Over the past couple of weeks I have been invited several times to join up to Twitter. Politicians, bloggers and celebrities seem to be clamouring for me to take their Twitter feed.
Many millions have done so, in order to get messages in 140 characters or less -so-called "Tweets"- from Stephen Fry or anyone else who wants to tell you about their world in a simple Tweet.
Indeed these Tweets, which can be published to blogs as well as other formats such as mobile phones have become something of a craze. Certainly the messages, usually beginning with the @ sign have become popular with such large scale bloggers as Iain Dale amongst others.

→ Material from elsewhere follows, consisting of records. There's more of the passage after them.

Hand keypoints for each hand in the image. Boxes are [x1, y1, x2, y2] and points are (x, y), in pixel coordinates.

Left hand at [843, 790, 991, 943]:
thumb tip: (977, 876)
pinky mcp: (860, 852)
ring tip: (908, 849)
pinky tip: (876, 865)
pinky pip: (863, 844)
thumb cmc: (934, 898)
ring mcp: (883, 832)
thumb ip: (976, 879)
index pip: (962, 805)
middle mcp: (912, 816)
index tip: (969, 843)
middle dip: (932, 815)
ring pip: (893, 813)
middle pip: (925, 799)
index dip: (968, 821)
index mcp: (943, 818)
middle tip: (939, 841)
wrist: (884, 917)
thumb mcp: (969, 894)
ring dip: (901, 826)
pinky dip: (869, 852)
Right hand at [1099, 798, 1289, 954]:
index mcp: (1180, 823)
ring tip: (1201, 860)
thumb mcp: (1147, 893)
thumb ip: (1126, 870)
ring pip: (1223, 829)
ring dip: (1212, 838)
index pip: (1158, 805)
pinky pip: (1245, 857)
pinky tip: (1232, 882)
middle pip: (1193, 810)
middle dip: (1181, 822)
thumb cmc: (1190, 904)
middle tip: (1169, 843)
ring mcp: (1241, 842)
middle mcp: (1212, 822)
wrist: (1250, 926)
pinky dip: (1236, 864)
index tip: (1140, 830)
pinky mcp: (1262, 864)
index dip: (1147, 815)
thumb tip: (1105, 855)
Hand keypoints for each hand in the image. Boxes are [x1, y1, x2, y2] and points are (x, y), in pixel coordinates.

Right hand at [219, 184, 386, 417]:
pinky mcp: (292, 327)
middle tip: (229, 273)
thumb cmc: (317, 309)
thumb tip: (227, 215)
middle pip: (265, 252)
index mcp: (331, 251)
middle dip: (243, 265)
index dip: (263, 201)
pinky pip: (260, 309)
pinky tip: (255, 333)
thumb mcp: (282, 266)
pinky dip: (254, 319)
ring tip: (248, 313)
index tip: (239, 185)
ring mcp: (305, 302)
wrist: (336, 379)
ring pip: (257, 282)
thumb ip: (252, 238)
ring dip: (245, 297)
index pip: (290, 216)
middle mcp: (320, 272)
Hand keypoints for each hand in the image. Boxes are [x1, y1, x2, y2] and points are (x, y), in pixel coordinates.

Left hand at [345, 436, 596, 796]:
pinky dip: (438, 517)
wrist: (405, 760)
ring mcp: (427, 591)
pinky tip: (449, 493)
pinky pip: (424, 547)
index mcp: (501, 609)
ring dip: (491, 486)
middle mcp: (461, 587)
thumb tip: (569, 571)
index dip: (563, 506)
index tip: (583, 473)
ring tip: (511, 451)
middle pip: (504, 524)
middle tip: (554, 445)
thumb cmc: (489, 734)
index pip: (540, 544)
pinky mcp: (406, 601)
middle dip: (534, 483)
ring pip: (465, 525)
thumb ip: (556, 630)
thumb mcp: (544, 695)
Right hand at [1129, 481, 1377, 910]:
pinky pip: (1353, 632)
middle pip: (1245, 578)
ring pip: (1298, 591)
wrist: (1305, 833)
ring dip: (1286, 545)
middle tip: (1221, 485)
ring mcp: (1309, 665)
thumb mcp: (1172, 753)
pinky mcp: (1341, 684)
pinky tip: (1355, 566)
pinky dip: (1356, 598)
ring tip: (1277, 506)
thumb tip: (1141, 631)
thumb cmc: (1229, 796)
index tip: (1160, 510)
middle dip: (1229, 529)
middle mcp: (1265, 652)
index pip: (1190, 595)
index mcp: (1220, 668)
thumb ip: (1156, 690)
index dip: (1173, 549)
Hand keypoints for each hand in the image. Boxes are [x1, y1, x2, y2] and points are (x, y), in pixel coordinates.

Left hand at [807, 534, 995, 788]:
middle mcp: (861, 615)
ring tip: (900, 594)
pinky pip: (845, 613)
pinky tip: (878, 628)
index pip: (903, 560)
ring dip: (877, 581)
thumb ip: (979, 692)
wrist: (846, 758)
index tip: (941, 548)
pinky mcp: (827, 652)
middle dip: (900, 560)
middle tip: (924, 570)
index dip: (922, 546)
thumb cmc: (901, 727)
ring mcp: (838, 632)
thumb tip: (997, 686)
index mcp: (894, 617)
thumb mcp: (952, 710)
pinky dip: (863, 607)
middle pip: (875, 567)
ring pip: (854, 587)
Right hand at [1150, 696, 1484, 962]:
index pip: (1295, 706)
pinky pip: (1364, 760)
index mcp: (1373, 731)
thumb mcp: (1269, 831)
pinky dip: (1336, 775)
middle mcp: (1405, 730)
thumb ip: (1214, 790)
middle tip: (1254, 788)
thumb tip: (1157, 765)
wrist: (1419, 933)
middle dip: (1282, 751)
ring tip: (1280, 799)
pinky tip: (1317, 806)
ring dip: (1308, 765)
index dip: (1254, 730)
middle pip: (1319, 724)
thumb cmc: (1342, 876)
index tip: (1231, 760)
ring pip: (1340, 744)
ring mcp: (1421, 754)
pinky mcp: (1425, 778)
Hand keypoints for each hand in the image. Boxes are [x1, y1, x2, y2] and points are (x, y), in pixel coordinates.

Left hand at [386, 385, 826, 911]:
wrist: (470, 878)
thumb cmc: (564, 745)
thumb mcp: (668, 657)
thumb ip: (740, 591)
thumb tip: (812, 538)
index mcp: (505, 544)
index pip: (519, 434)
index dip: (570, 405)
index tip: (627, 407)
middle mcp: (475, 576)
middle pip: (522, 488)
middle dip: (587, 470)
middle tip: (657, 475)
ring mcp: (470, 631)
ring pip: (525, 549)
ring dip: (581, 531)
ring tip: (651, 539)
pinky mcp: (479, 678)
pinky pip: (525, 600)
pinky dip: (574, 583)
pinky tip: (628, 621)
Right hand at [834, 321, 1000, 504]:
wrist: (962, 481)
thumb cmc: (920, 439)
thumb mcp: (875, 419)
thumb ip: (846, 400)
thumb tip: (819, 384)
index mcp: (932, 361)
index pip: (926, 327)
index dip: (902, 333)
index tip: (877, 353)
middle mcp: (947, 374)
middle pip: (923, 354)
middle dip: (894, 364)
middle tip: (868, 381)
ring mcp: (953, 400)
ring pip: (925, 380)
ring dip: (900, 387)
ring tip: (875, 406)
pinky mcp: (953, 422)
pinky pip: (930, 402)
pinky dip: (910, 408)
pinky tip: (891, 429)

Iain, like Stephen Fry of course has a real personal enthusiasm for new technology- sometimes even when it doesn't work.
It is now rumoured that Google will buy Twitter, making yet another generation of California nerds into multi-millionaires.
Personally I just can't see the point of Twittering. Just because communication has become ever easier does not mean that there is now a necessity to do so. In fact one of the curses of the modern world is the vast amount of banality that clogs the airways, drowning out the critical information in an ocean of irrelevance. Indeed the very point of Google is that it shifts through the trillions or even quadrillions of data points in order to bring you the few million most rel event to your search.
Tweets are a reductio ad absurdum of blogging.
Just because there is a craze for Tweets at this point does not mean- I think- that it really adds anything. Nor do I think that tweeting will necessarily last. It may well be that Twitter is the symbol of the peak of the market in the web 2.0 bubble, as Boo.com was a symbol of the excesses of the dot.com bubble of a decade or so ago.
The point of this blog is to explore issues that interest me in more detail than the DTP (dead tree press) finds able to do. I bring, I hope, my own unique insight and expertise to issues which are often complicated. While, inevitably I must simplify things to allow for the fact that such readers as come to this blog may not have the same background, I still assume that they have a reasonable level of knowledge about the world.
I try, with this blog, to explore ideas. Twittering is simply the equivalent of social chit-chat.